:: Directions for this task ::
Read the records below. Copy each line where the string "image" occurs.

:: Material to process ::
*** Begin section ***

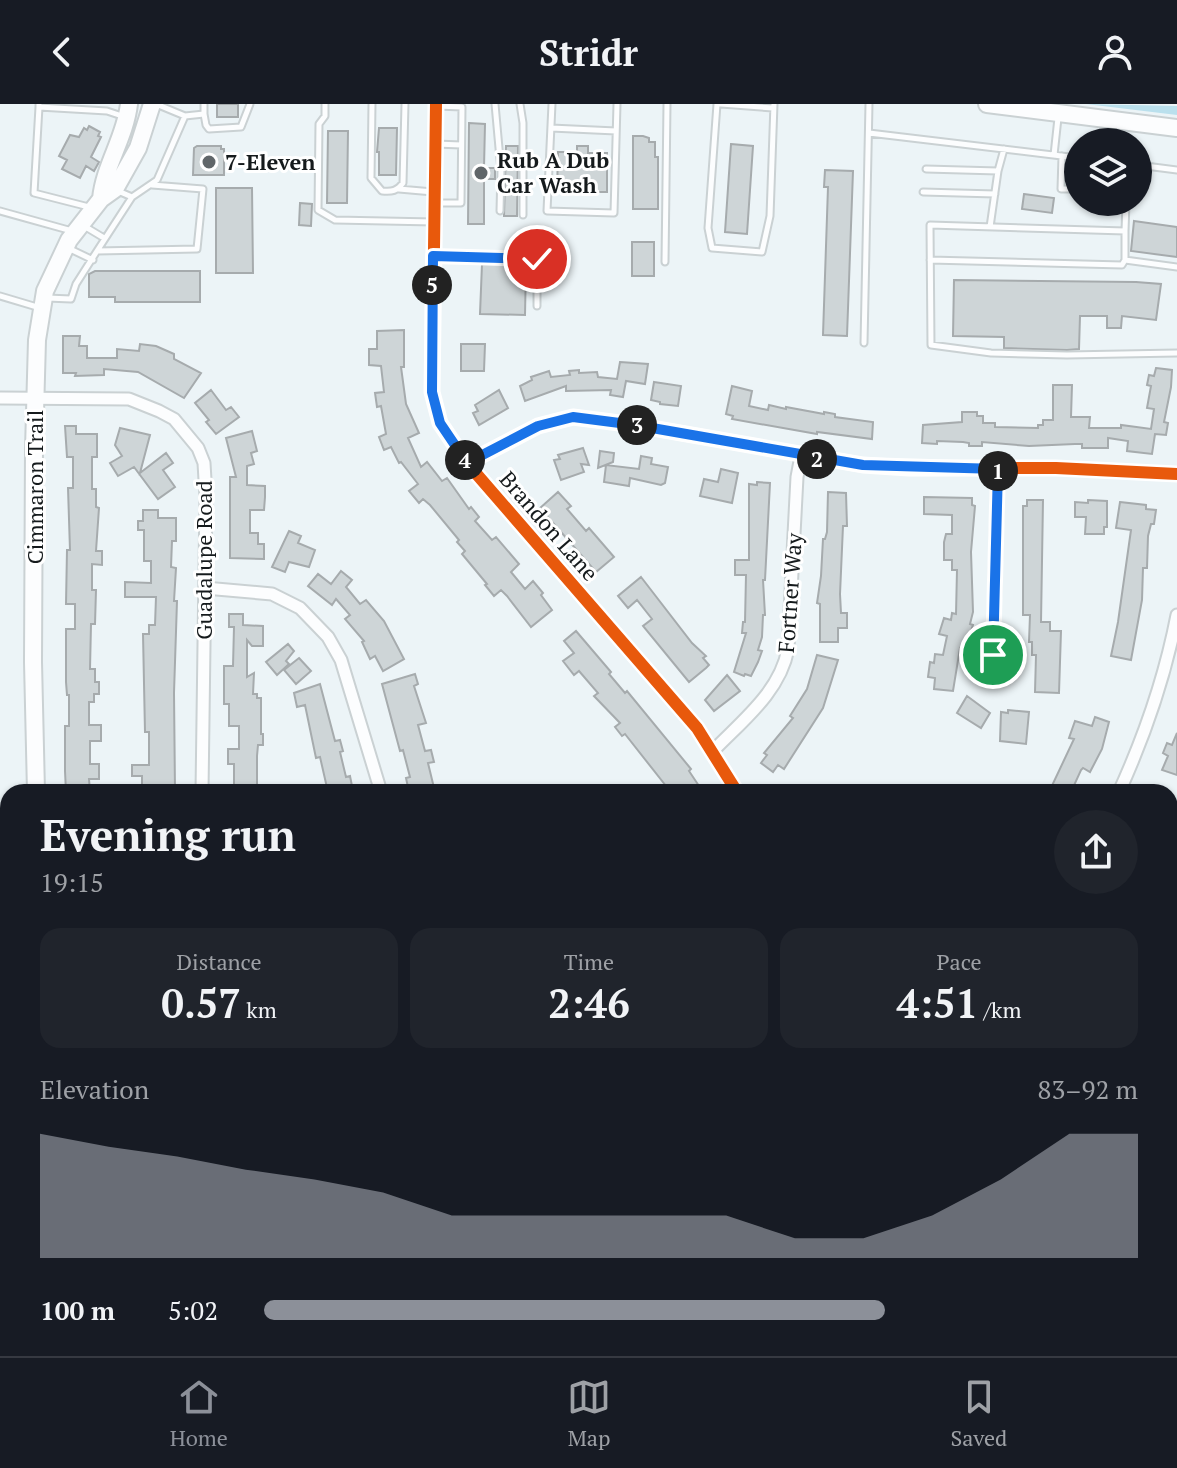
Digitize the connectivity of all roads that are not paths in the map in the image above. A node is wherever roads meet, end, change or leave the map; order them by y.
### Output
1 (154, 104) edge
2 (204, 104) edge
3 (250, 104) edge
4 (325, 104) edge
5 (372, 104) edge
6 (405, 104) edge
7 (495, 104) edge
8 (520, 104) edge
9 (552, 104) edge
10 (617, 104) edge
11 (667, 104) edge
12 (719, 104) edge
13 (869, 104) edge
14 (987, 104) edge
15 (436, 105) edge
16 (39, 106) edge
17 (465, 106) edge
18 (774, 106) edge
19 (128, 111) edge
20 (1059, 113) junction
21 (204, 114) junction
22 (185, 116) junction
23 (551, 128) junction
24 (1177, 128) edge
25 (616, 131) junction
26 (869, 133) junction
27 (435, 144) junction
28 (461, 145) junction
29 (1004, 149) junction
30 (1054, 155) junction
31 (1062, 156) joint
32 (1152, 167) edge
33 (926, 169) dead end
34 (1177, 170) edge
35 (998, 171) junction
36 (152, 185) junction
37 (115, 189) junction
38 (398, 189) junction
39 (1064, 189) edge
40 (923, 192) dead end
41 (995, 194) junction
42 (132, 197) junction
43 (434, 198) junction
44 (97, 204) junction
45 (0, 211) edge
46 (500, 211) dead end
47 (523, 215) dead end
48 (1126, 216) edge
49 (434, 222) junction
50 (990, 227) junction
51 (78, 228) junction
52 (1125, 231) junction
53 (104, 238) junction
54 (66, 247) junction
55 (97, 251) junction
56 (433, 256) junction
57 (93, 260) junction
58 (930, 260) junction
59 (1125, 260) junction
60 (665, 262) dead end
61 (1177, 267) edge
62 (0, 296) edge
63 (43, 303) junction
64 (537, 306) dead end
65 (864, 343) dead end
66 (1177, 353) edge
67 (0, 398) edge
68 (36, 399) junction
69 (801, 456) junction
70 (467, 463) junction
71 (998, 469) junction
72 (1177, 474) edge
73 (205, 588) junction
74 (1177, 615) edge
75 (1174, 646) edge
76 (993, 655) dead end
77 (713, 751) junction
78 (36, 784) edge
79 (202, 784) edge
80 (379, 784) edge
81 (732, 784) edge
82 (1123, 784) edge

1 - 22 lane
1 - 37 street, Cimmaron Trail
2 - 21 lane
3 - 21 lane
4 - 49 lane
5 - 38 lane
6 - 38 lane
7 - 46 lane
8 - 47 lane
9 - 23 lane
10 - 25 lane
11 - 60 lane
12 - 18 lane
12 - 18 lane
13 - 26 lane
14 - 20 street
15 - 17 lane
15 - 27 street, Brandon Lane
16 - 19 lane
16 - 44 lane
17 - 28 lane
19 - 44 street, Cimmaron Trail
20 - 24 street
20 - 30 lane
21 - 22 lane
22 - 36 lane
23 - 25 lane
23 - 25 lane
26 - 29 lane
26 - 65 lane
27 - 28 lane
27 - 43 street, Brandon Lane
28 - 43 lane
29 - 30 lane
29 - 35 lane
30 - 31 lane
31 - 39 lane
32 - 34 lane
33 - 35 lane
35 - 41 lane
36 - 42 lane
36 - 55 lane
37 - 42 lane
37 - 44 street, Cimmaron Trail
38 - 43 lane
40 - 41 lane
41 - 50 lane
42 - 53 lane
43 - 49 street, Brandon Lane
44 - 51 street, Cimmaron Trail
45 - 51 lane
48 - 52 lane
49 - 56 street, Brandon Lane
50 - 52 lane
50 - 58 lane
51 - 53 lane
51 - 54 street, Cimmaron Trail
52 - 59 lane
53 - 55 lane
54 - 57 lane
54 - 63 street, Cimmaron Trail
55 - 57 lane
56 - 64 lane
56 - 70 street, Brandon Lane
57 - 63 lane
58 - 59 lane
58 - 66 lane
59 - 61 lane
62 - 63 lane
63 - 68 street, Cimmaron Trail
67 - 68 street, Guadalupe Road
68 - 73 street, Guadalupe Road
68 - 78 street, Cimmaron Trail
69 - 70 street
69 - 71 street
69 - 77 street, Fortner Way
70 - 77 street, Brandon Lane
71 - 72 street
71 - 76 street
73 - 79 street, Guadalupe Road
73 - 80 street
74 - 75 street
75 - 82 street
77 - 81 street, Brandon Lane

*** End section ***
*** Begin section ***

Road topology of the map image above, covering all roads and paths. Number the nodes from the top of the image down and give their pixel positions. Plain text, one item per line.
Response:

*** End section ***

:: Answer space ::
Digitize the connectivity of all roads that are not paths in the map in the image above. A node is wherever roads meet, end, change or leave the map; order them by y.
Road topology of the map image above, covering all roads and paths. Number the nodes from the top of the image down and give their pixel positions. Plain text, one item per line.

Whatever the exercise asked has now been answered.